# Work to complete:
Everything from the first line below through the line with "Annotation task. Serialize" is to be transcribed exactly, and nothing past it.

# Provided material:
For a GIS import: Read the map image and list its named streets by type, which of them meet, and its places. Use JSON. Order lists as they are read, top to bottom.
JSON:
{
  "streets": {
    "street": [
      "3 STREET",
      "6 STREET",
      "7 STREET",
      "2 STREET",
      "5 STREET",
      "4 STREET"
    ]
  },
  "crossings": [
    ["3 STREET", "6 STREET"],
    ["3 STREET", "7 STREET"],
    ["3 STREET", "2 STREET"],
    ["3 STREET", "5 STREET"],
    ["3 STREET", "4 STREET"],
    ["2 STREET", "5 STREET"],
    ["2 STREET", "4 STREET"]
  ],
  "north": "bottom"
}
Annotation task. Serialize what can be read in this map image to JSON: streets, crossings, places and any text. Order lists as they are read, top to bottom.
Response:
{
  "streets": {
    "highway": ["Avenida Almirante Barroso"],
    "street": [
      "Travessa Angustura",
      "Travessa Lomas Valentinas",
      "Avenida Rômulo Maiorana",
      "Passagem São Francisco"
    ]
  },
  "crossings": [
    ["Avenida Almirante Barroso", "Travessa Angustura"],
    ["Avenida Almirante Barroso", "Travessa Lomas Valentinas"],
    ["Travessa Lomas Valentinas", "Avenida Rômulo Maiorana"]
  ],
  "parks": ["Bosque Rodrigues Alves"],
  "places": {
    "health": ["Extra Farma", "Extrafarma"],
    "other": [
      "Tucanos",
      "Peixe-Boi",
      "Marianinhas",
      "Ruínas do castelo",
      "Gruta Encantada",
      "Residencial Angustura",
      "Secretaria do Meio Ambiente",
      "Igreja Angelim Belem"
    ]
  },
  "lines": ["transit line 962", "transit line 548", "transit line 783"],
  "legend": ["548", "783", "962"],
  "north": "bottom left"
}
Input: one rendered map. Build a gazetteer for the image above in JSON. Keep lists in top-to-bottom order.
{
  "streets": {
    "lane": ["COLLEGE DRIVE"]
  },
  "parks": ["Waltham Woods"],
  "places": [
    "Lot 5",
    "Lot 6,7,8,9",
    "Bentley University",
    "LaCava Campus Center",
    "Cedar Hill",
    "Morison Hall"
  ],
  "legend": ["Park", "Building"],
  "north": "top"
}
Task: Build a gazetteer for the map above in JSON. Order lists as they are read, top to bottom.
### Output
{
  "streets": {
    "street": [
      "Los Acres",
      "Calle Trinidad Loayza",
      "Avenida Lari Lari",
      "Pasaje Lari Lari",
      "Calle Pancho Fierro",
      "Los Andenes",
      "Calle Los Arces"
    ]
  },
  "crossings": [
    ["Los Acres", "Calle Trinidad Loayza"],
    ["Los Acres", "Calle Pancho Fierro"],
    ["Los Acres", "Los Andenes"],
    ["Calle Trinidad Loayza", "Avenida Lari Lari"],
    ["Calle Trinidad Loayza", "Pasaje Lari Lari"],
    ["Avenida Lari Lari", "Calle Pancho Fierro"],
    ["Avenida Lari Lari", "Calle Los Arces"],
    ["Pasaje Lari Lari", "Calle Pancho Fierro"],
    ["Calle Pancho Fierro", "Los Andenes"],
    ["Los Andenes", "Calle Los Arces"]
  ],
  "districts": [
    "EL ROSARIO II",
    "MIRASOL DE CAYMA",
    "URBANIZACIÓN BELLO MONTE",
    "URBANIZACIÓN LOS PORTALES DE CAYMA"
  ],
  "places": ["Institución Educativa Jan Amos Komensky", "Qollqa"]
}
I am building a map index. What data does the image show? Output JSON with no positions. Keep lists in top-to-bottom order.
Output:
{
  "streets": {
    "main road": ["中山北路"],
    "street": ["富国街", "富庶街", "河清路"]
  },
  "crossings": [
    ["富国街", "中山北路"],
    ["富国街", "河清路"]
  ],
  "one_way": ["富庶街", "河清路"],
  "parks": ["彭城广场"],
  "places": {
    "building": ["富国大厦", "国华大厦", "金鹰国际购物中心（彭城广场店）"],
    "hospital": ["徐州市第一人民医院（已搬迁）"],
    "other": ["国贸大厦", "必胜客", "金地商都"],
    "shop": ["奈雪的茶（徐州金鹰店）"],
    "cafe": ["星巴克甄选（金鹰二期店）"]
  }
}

# Answer to this problem:
For a GIS import: Read the map image and list its named streets by type, which of them meet, and its places. Use JSON. Order lists as they are read, top to bottom.
JSON:
{
  "streets": {
    "street": [
      "3 STREET",
      "6 STREET",
      "7 STREET",
      "2 STREET",
      "5 STREET",
      "4 STREET"
    ]
  },
  "crossings": [
    ["3 STREET", "6 STREET"],
    ["3 STREET", "7 STREET"],
    ["3 STREET", "2 STREET"],
    ["3 STREET", "5 STREET"],
    ["3 STREET", "4 STREET"],
    ["2 STREET", "5 STREET"],
    ["2 STREET", "4 STREET"]
  ],
  "north": "bottom"
}
Annotation task. Serialize what can be read in this map image to JSON: streets, crossings, places and any text. Order lists as they are read, top to bottom.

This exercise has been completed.